Scientists have gone back over data to see that NASA’s Voyager 2 spacecraft’s flyby of Uranus occurred under rare planetary conditions which made it hard to probe.
The flyby occurred in 1986 and still provides much of the scientific understanding of the gas planet. The new paper published in Nature Astronomy suggests that Voyager 2 passed by Uranus when the planet’s magnetosphere was unusually suppressed by solar wind.
It might mean we understand less about Uranus than we thought.
Previous analysis of Voyager 2 data revealed Uranus’s magnetosphere was unique, with a highly asymmetrical shape and relative lack of plasma compared to the magnetospheres of other planets. It also had unusually intense belts of highly energetic electrons.
Researchers reanalysed the data from just before Voyager 2’s flyby and found that the probe’s data came from a period just after an intense solar wind event sent a stream of charged particles from the Sun’s atmosphere.

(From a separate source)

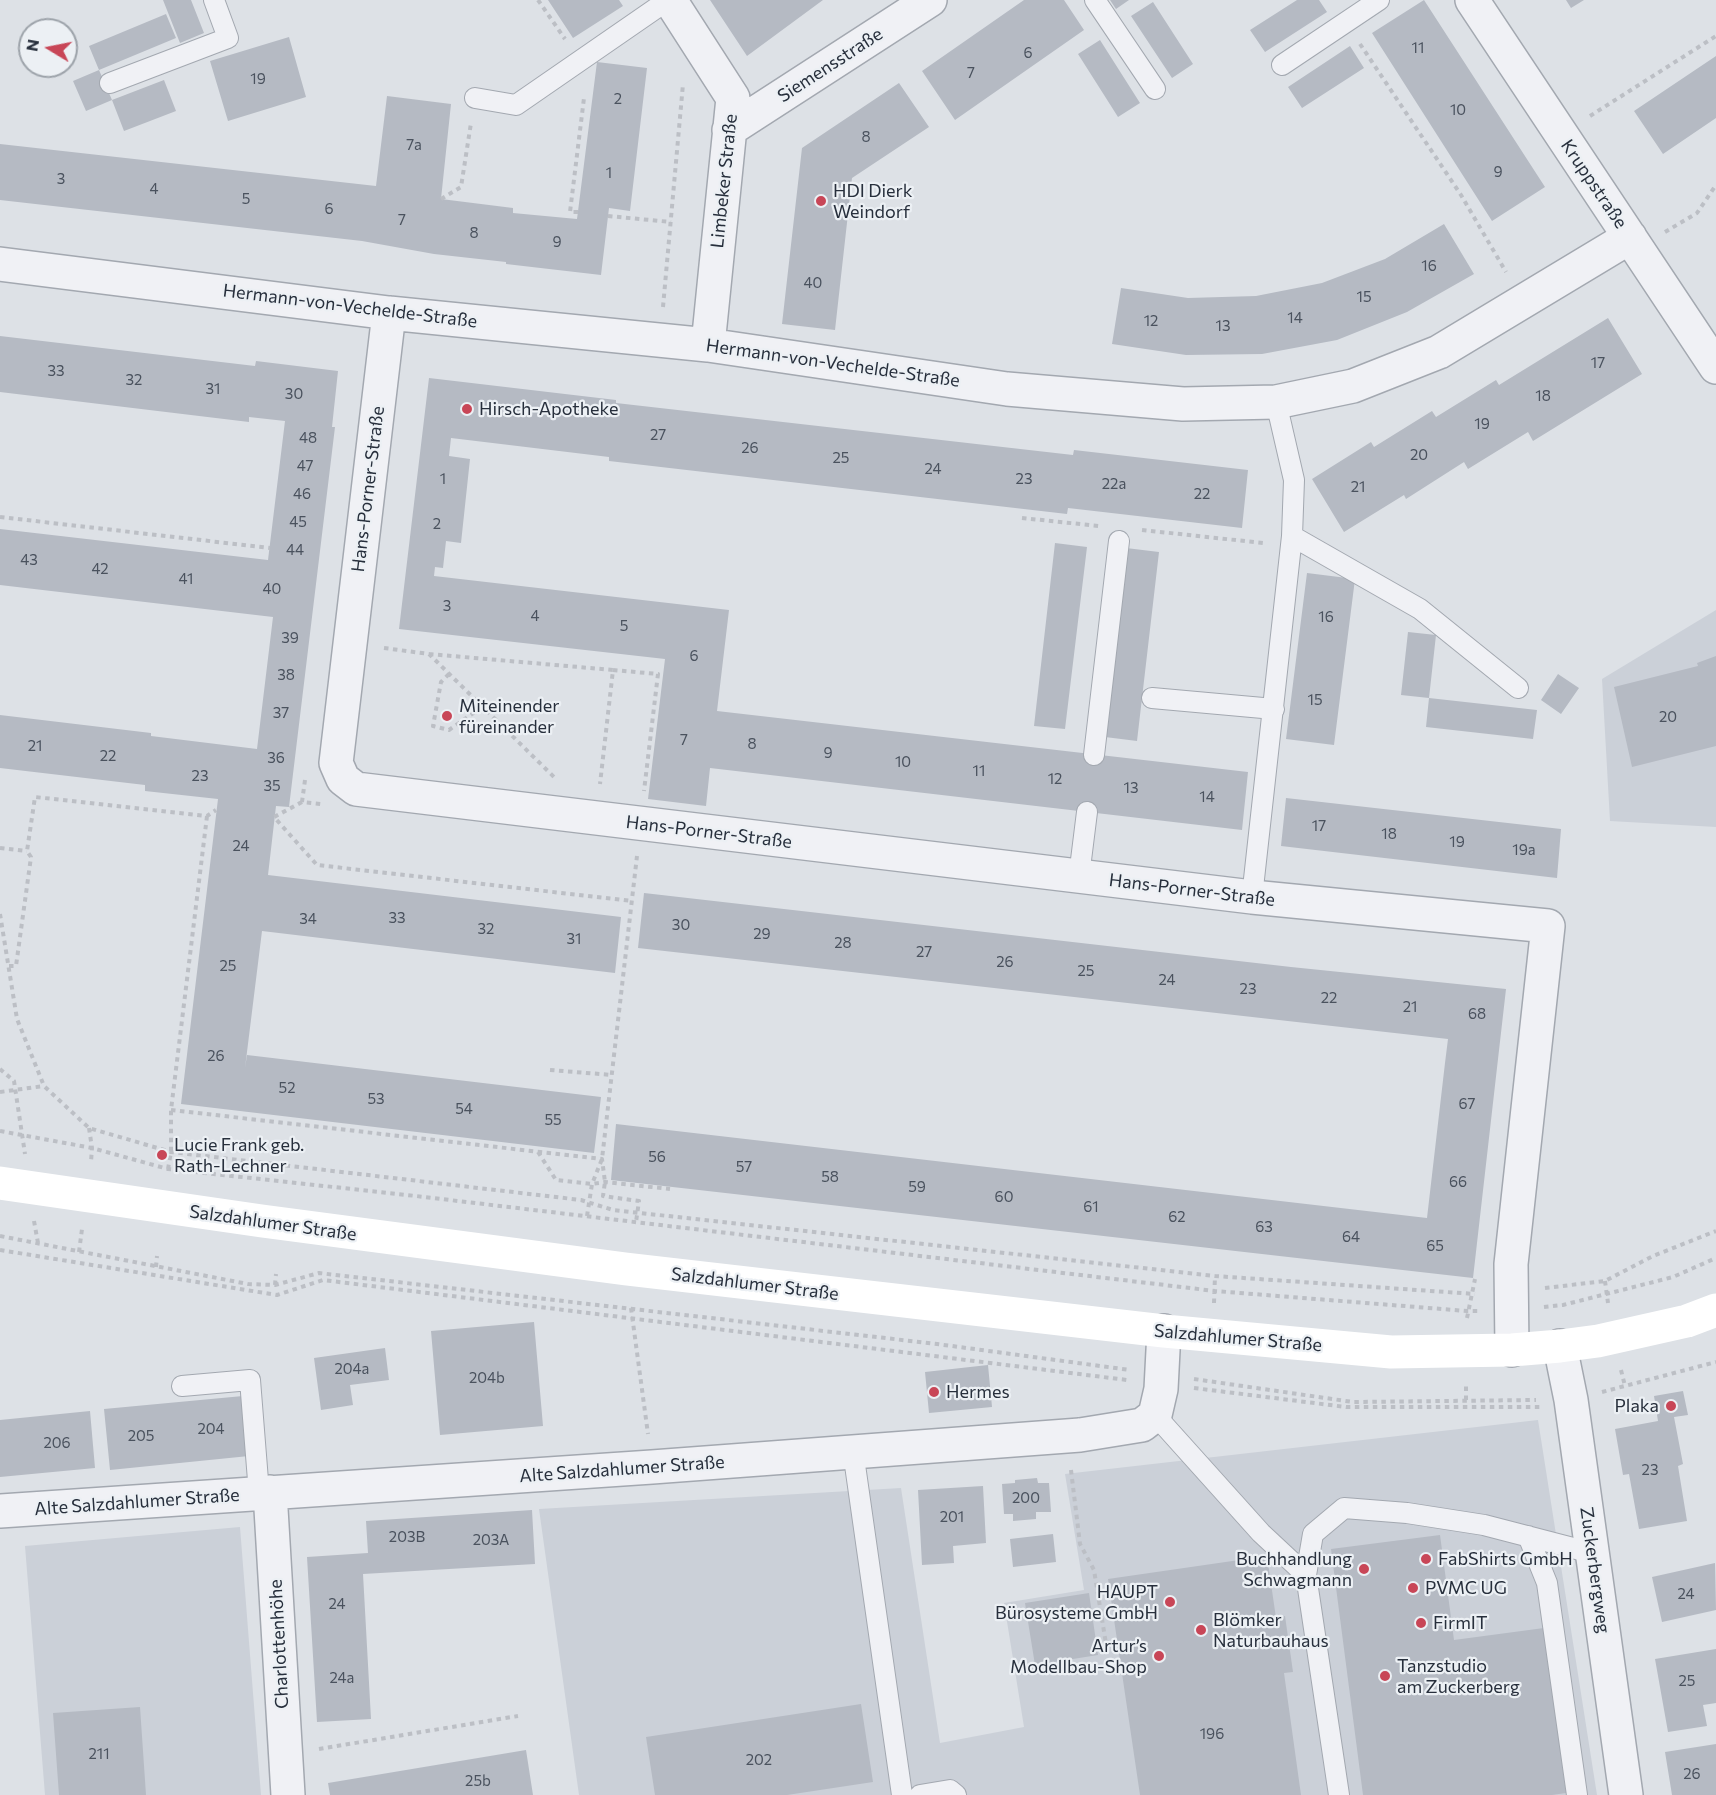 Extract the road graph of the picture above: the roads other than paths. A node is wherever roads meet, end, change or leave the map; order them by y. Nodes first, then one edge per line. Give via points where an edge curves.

“Voyager 2 observed Uranus’s magnetosphere in an anomalous, compressed state that we estimate to be present less than 5% of the time,” the authors write.
The data suggests that the planet’s magnetosphere is actually similar to the other gas giants Jupiter, Saturn and Neptune.
Their analysis also suggests that it’s possible that Uranus’s moons Titania and Oberon may orbit outside the magnetosphere, allowing scientists to see if there are subsurface oceans on the moons.
Voyager 2 is the only spacecraft to have visited Uranus and Neptune. It was launched in 1977 and is currently more than 20 billion km from Earth – 2.5 times further than Pluto is from the Sun.
It is expected to keep operating into the late 2020s.